- What is expected
All lines holding the string "every" should be copied from the data below.

- Given entries
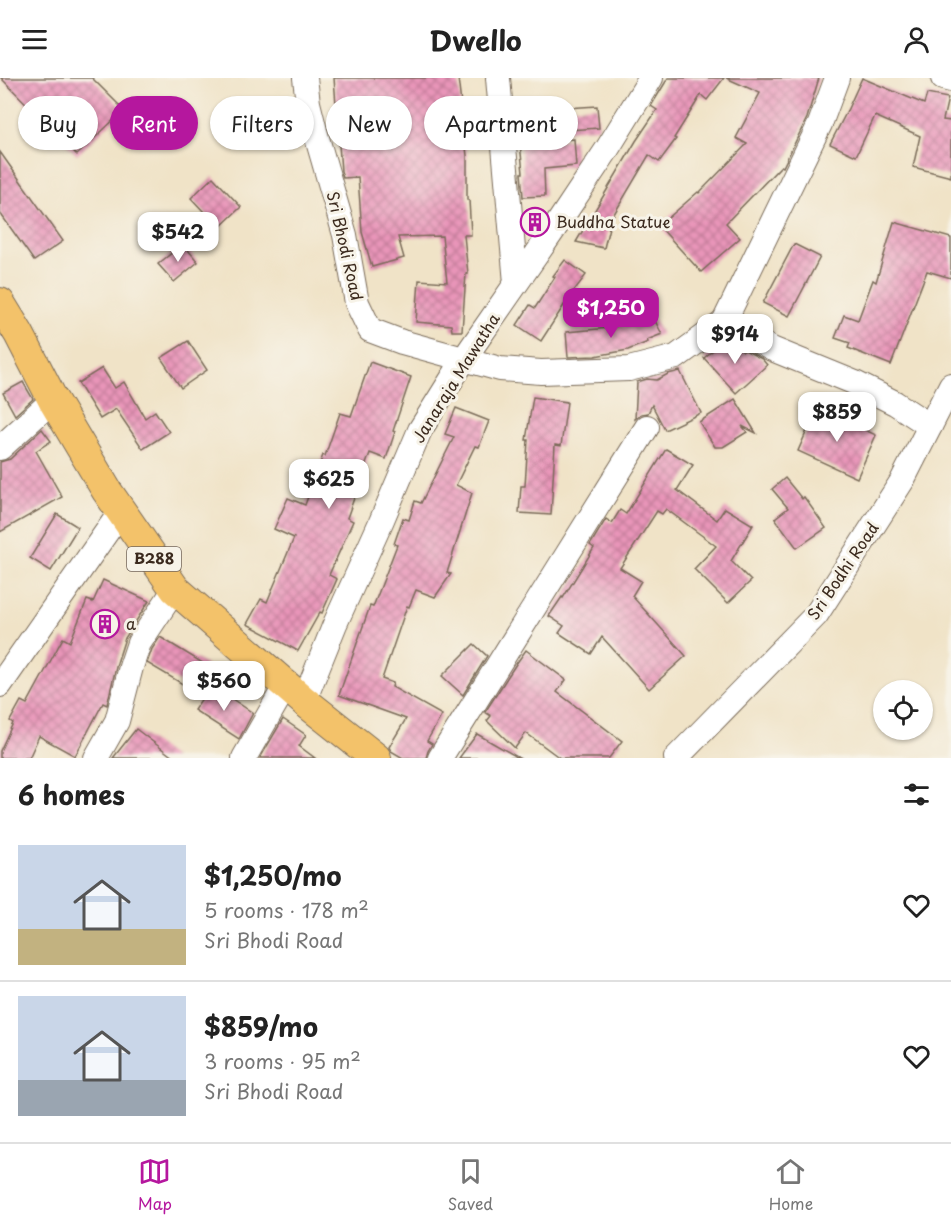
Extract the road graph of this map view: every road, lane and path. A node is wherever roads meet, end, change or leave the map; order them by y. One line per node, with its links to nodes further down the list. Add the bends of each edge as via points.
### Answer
1 (305, 78): 10 (street, Sri Bhodi Road, via 315,131 345,235 357,303 370,330)
2 (498, 78): 7 (street)
3 (651, 78): 7 (street, Janaraja Mawatha)
4 (837, 78): 9 (street, Sri Bhodi Road, via 820,124)
5 (943, 78): 6 (street)
6 (951, 80)
7 (516, 283): 10 (street, Janaraja Mawatha)
8 (0, 303): 12 (main road, B288)
9 (724, 322): 10 (street, Sri Bhodi Road, via 676,357 629,369 541,372 500,369); 13 (street, via 772,349 895,402)
10 (464, 359): 19 (street, Janaraja Mawatha, via 420,430 334,624)
11 (951, 385): 13 (street, Sri Bodhi Road)
12 (53, 400): 15 (street); 16 (main road, B288)
13 (930, 426): 24 (street, Sri Bodhi Road, via 902,481 816,615)
14 (647, 428): 23 (street)
15 (0, 448)
16 (122, 510): 17 (main road, B288); 18 (street)
17 (175, 589): 19 (main road, B288); 20 (street, via 139,643 117,721)
18 (0, 685)
19 (295, 693): 21 (street, Janaraja Mawatha); 22 (main road, B288)
20 (96, 758)
21 (244, 758)
22 (376, 758)
23 (440, 758)
24 (676, 758)

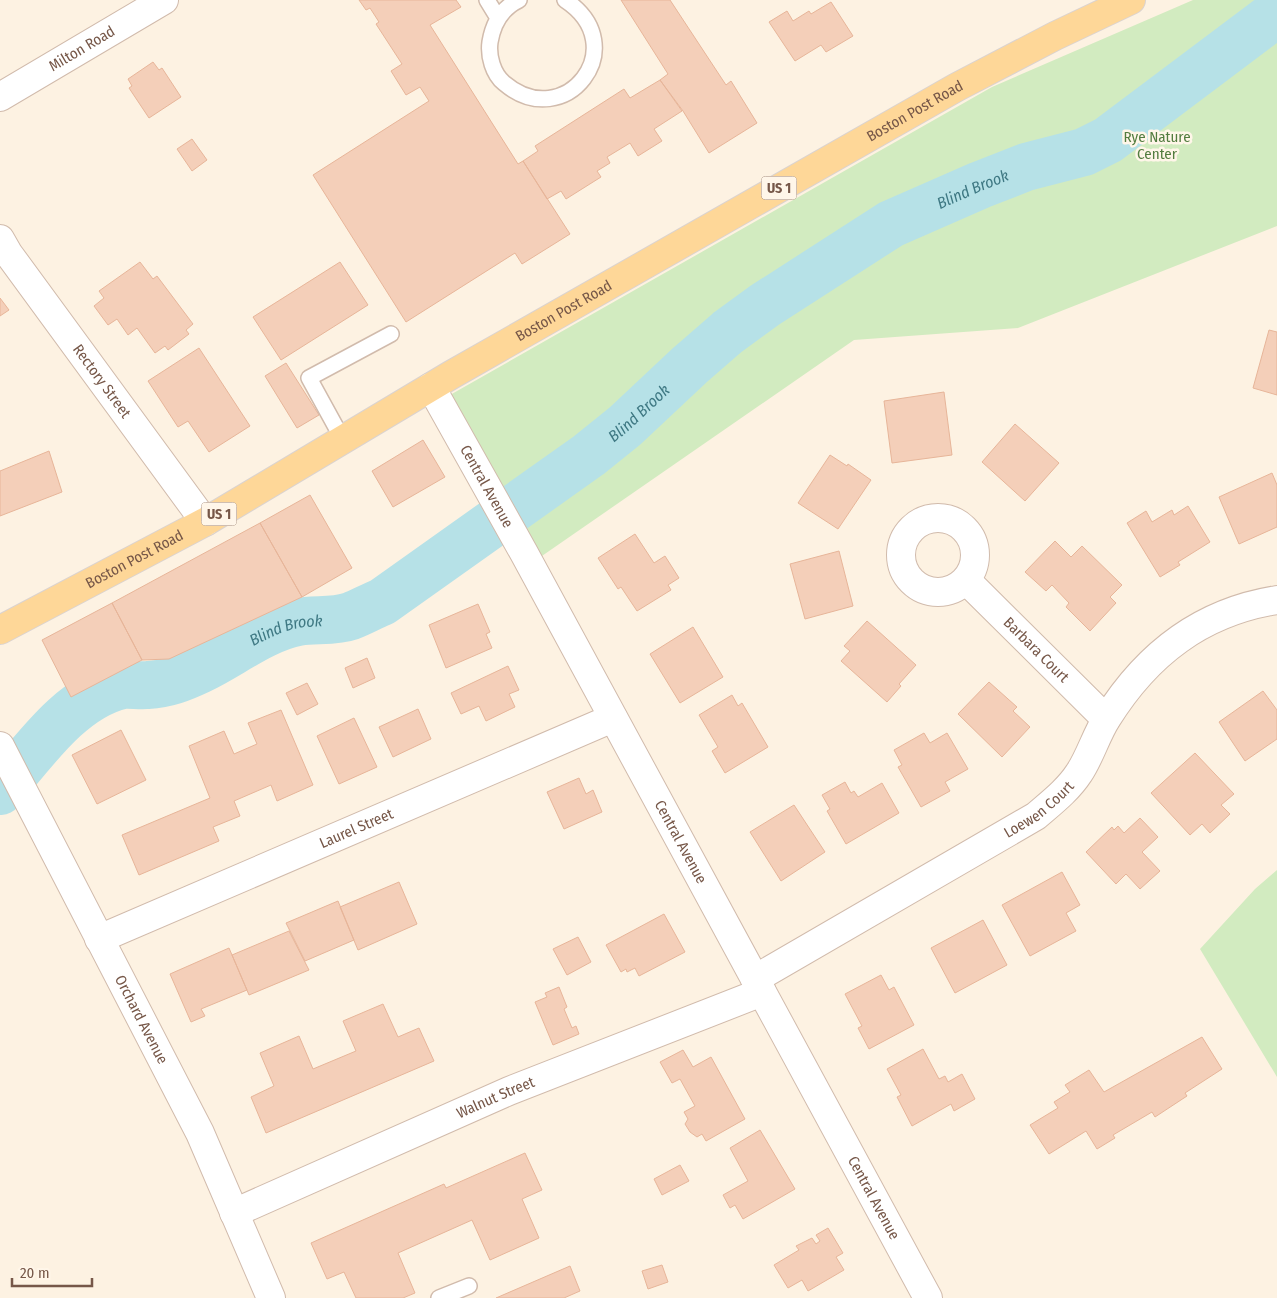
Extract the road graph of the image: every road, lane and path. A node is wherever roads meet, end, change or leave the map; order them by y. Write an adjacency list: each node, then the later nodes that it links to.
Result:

- Your solution
Extract the road graph of this map view: every road, lane and path. A node is wherever roads meet, end, change or leave the map; order them by y. One line per node, with its links to nodes further down the list. Add the bends of each edge as via points.
Extract the road graph of the image: every road, lane and path. A node is wherever roads meet, end, change or leave the map; order them by y. Write an adjacency list: each node, then the later nodes that it links to.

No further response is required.